Condenados al minifundio
Voz Populi, 29 de noviembre de 2020
Miles de empresas están cerrando, lo que resulta trágico para todos los afectados. Para la sociedad, es algo menos doloroso de lo que pudiera parecer porque muchas de ellas ya eran marginales antes de la pandemia, la cual solo ha venido a acelerar su cierre. Socialmente, además de ayudar a los perjudicados, lo que debe preocuparnos es que muchas de las que cierran eran y podían seguir siendo rentables. Además, en España, esta selección contra natura no es un fenómeno nuevo ni raro. Unos meses antes de la pandemia cerró mi restaurante favorito, pese a que estaba siempre lleno. Me explicaron que la razón era la jubilación del propietario; pero era esta una razón incompleta porque en los últimos años su papel había sido residual. ¿Por qué no pudo traspasarlo? En general, ¿por qué muchas pequeñas empresas rentables se ven empujadas a cerrar? Le propongo visitar hoy el insensato marco legal que les hemos regalado; y que, con la pretensión de favorecerlas, me temo que las condena doblemente: primero, a no crecer; más tarde, a morir, y ello aunque disfruten de buena salud.
Para empezar, sepa que una causa primordial de que la economía española sea poco productiva es que tenemos muchas empresas con menos de diez empleados y que en promedio estas “microempresas” presentan un doble déficit. Como sucede en todos los países, son menos productivas que las de mayor tamaño. Pero lo más curioso es que, por otro lado y como demuestran numerosas comparativas internacionales, nuestras microempresas son también mucho menos productivas que las microempresas extranjeras. Una desventaja esta que no sufren, en cambio, nuestras medianas y grandes empresas, las cuales son igual de productivas que sus equivalentes foráneos.

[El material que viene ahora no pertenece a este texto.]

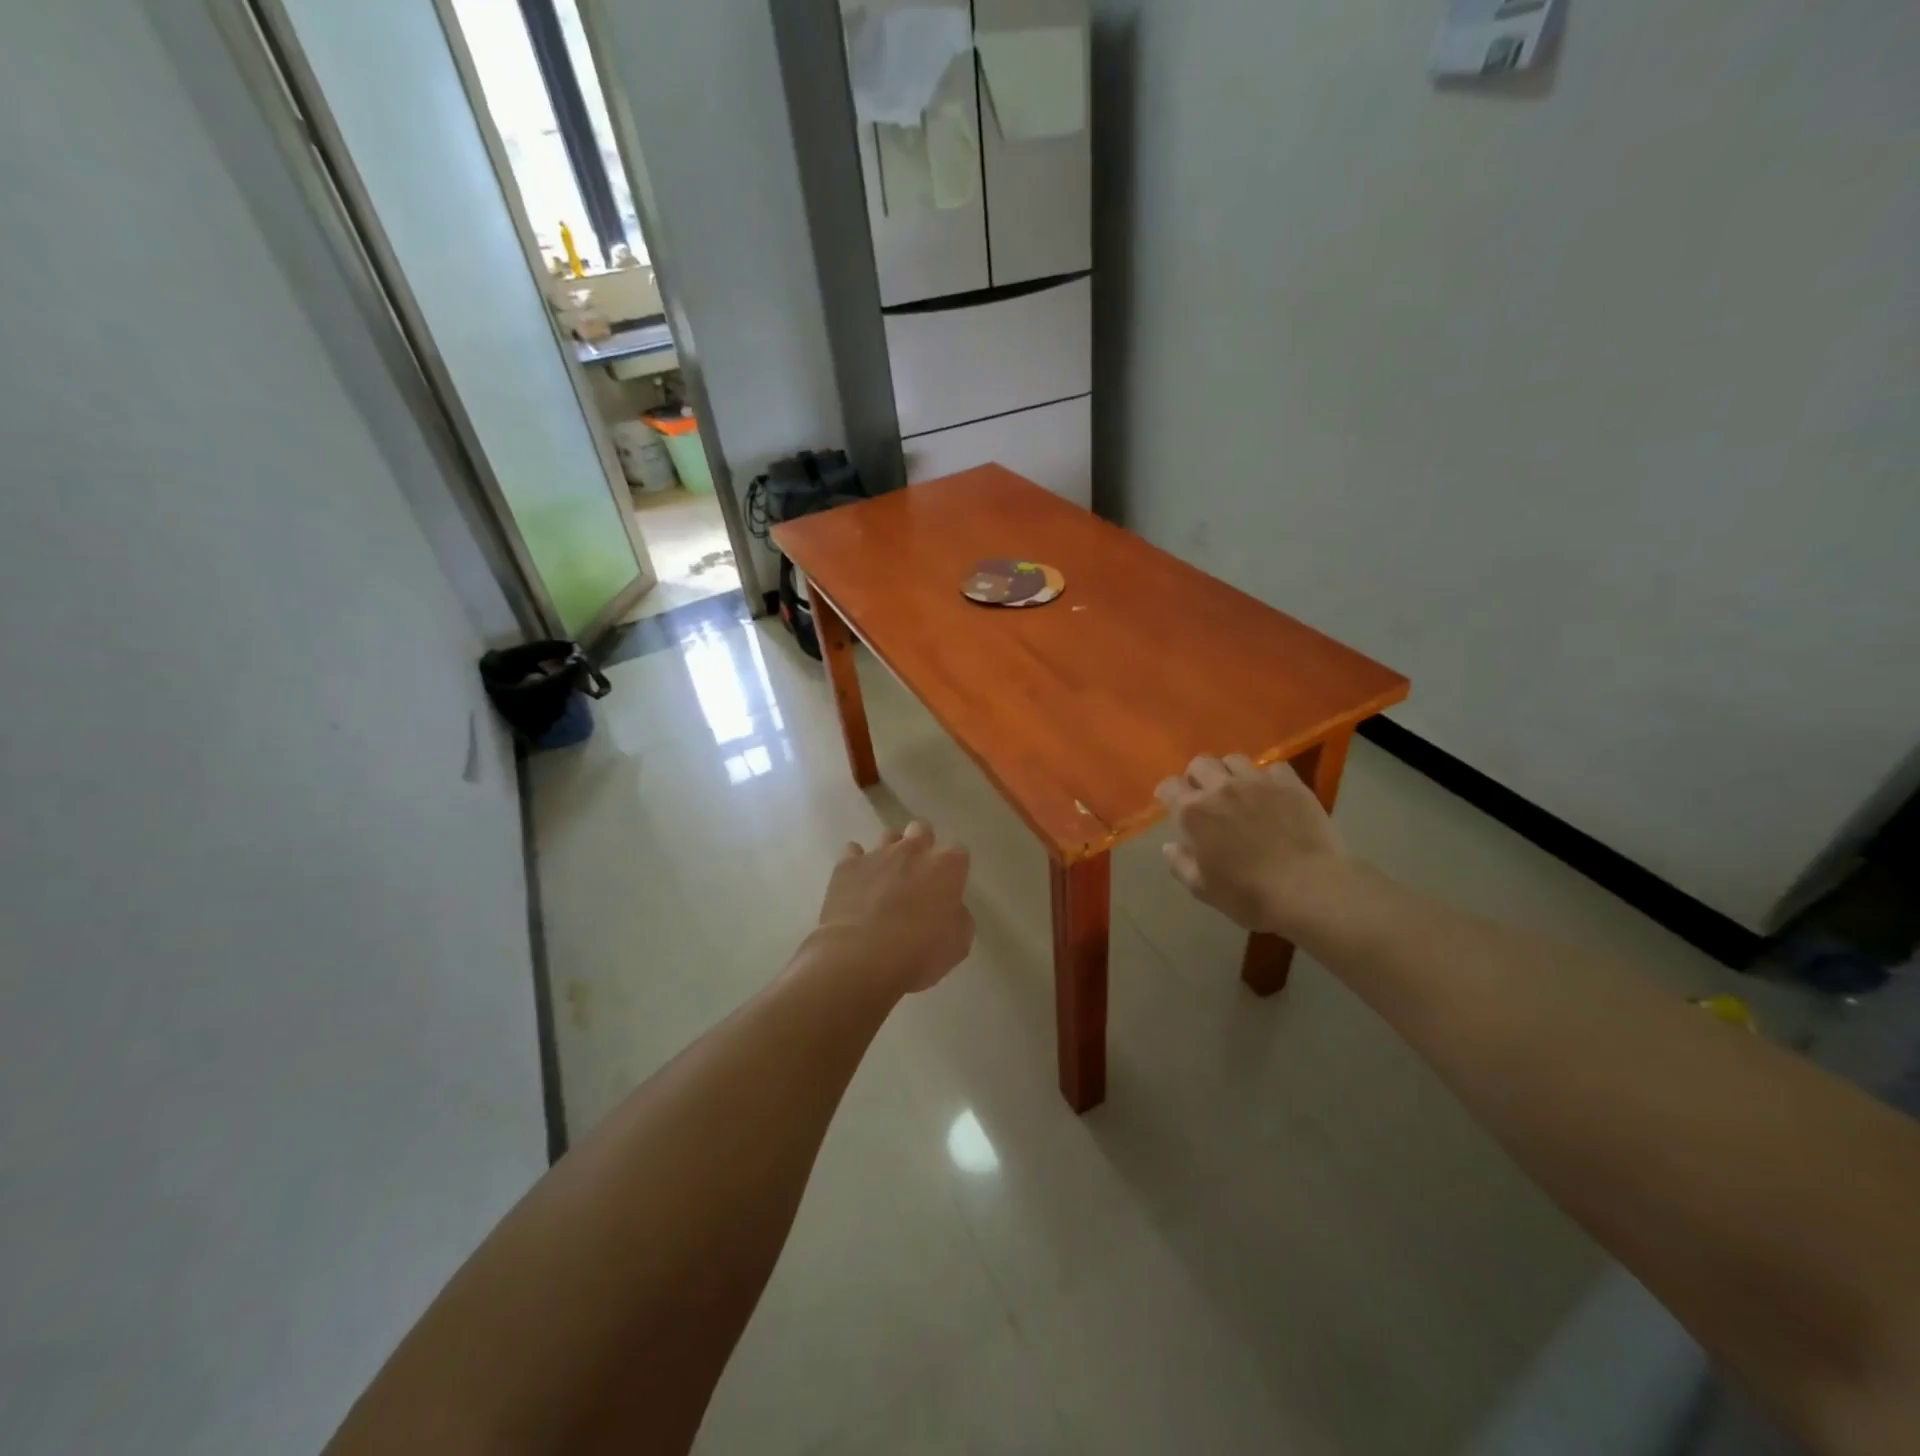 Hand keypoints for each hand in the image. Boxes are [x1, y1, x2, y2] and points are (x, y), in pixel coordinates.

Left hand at [816, 822, 973, 993]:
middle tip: (918, 874)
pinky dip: (857, 864)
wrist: (860, 959)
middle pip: (921, 830)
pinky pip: (853, 852)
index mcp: (947, 866)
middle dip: (922, 844)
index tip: (948, 887)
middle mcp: (913, 850)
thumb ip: (958, 916)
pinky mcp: (847, 865)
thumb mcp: (958, 943)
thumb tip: (949, 908)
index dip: (953, 870)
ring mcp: (877, 854)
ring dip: (891, 853)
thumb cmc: (918, 953)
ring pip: (888, 836)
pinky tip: (857, 882)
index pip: (958, 853)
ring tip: (886, 879)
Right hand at [1155, 754, 1342, 936]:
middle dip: (1197, 776)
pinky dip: (1268, 777)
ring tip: (1238, 790)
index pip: (1169, 787)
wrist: (1308, 889)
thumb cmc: (1248, 895)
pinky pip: (1273, 767)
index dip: (1167, 793)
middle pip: (1200, 763)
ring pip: (1235, 759)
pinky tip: (1273, 793)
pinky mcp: (1290, 784)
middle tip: (1205, 795)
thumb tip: (1170, 846)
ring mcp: (1257, 782)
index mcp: (1194, 813)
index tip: (1171, 804)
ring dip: (1230, 772)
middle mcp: (1221, 788)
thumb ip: (1180, 864)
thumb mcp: (1203, 889)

En gran medida, esta proliferación e ineficiencia de las microempresas españolas se debe a que muchas reglas legales se vuelven más estrictas y costosas cuando el empresario individual adopta las soluciones idóneas para crecer y ser más productivo. De forma implícita, subvencionamos así su ineficiencia y gravamos más a quienes son más productivos.

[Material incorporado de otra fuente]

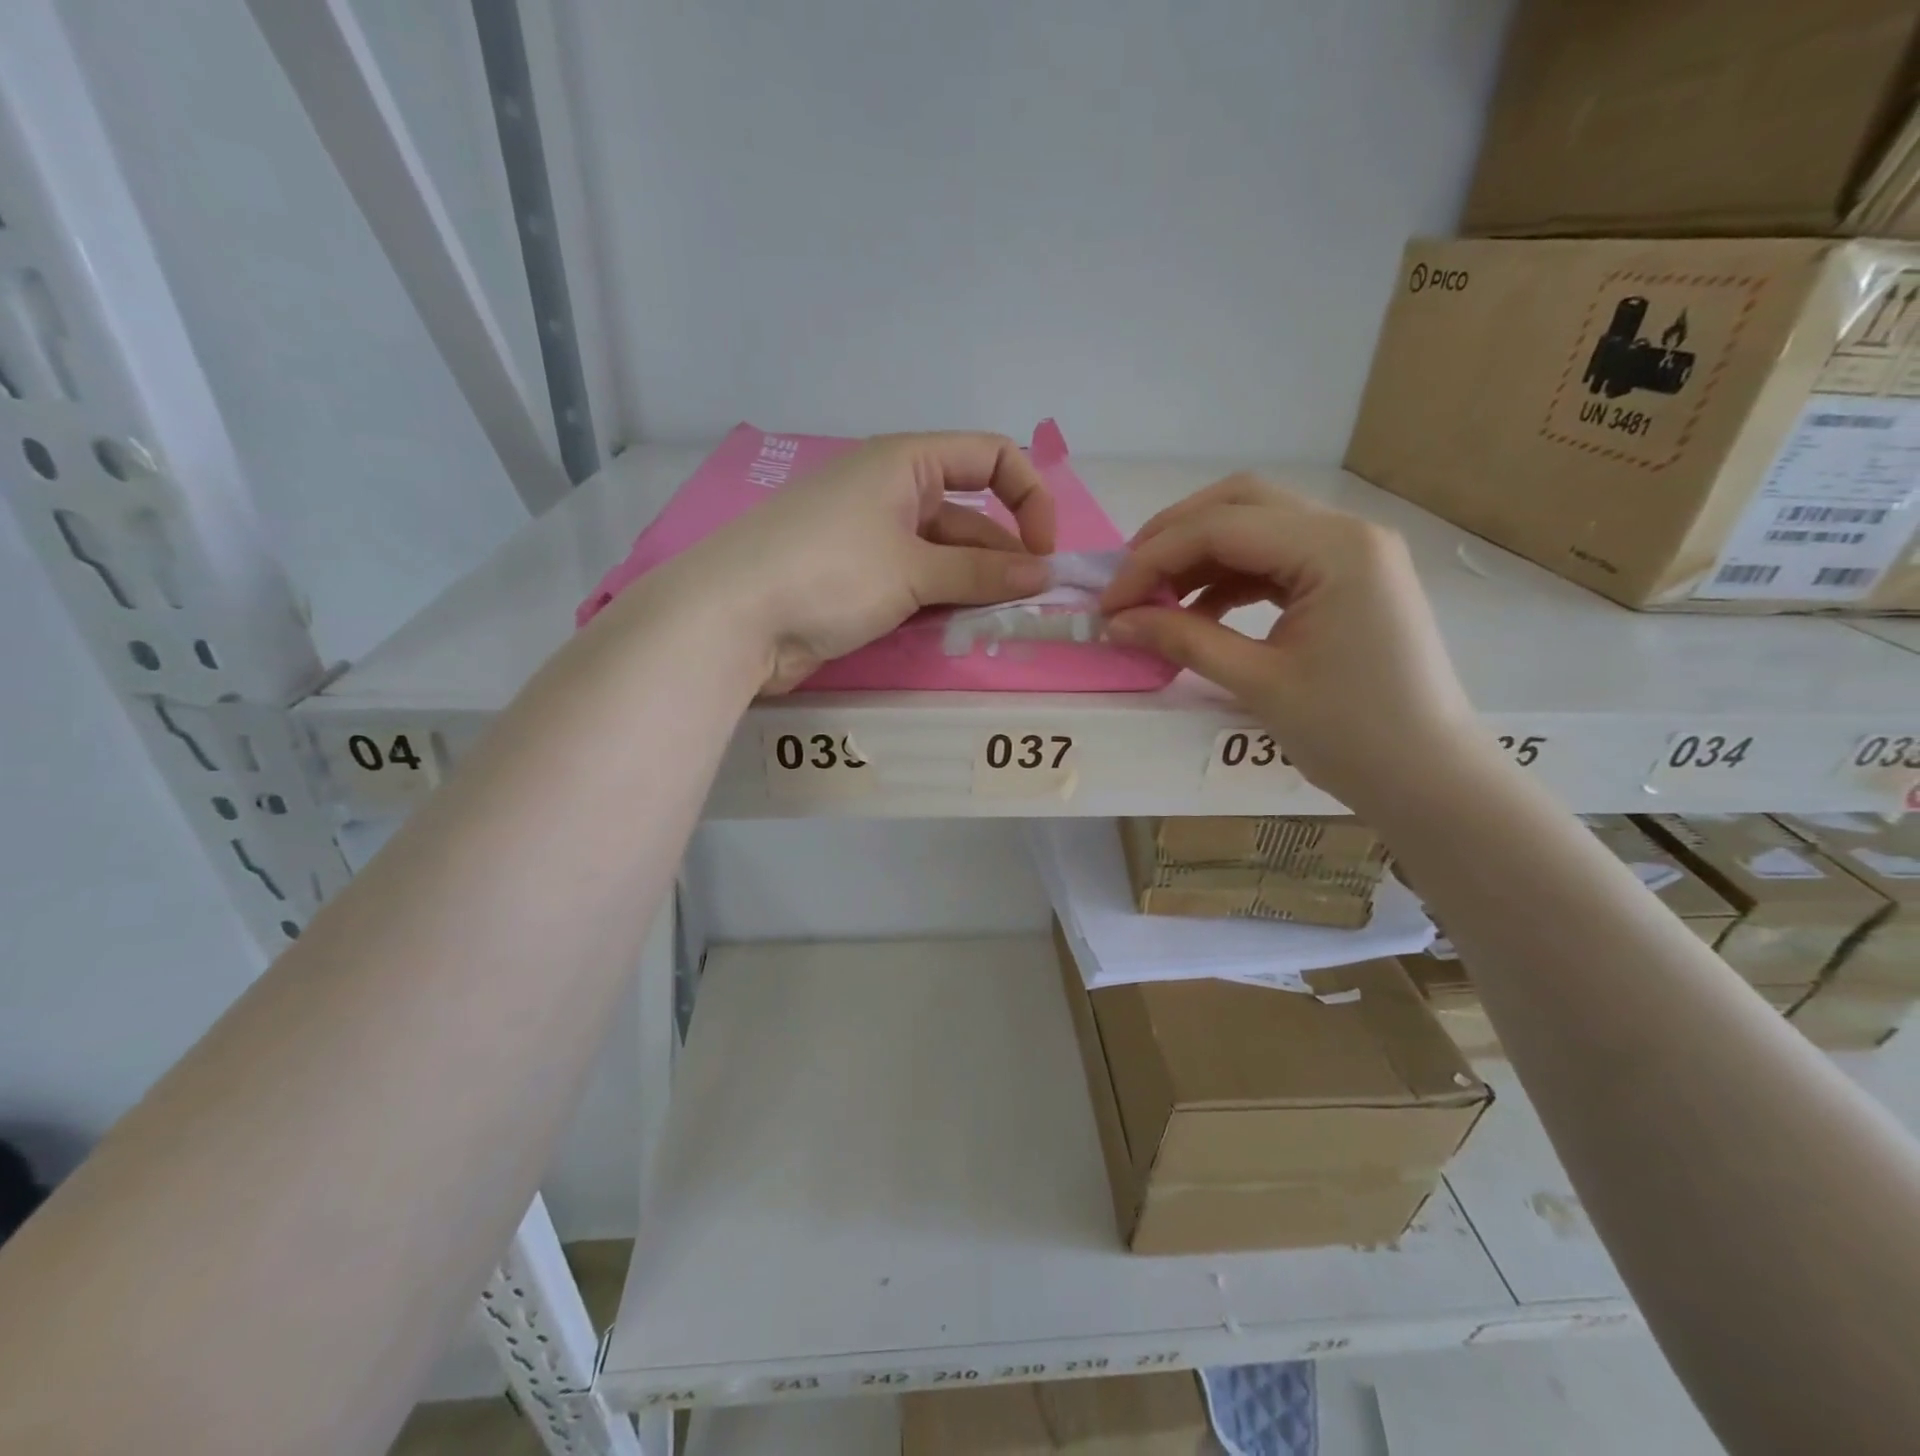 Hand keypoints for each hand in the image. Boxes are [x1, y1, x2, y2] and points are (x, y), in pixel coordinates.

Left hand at [672, 432, 1056, 691]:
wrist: (732, 620)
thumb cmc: (827, 572)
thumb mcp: (913, 569)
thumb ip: (981, 572)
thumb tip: (1043, 573)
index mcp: (904, 462)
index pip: (989, 457)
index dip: (1028, 496)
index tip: (1043, 551)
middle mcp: (891, 492)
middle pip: (969, 514)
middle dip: (1003, 554)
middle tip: (1030, 602)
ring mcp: (871, 538)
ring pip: (944, 554)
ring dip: (975, 584)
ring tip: (1001, 621)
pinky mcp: (857, 580)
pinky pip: (916, 583)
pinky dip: (942, 601)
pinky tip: (961, 628)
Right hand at [1100, 474, 1478, 808]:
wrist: (1429, 779)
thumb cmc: (1351, 734)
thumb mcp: (1258, 683)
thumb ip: (1183, 640)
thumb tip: (1116, 622)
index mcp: (1335, 549)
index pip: (1221, 528)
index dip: (1152, 560)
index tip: (1108, 603)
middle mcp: (1347, 532)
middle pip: (1240, 503)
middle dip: (1174, 537)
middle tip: (1128, 581)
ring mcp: (1352, 553)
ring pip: (1256, 526)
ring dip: (1199, 556)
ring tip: (1154, 599)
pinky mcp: (1348, 579)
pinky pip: (1275, 559)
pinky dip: (1229, 577)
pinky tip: (1197, 611)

Para crecer, toda empresa ha de invertir más capital y hacerse más compleja. Por ejemplo, suele necesitar que aporten dinero varios socios, lo que requiere limitar su responsabilidad patrimonial para animarlos a asumir riesgos. Para ello, conviene que la empresa se organice como sociedad mercantil. Sin embargo, esa transformación aumenta mucho el papeleo y las cargas legales.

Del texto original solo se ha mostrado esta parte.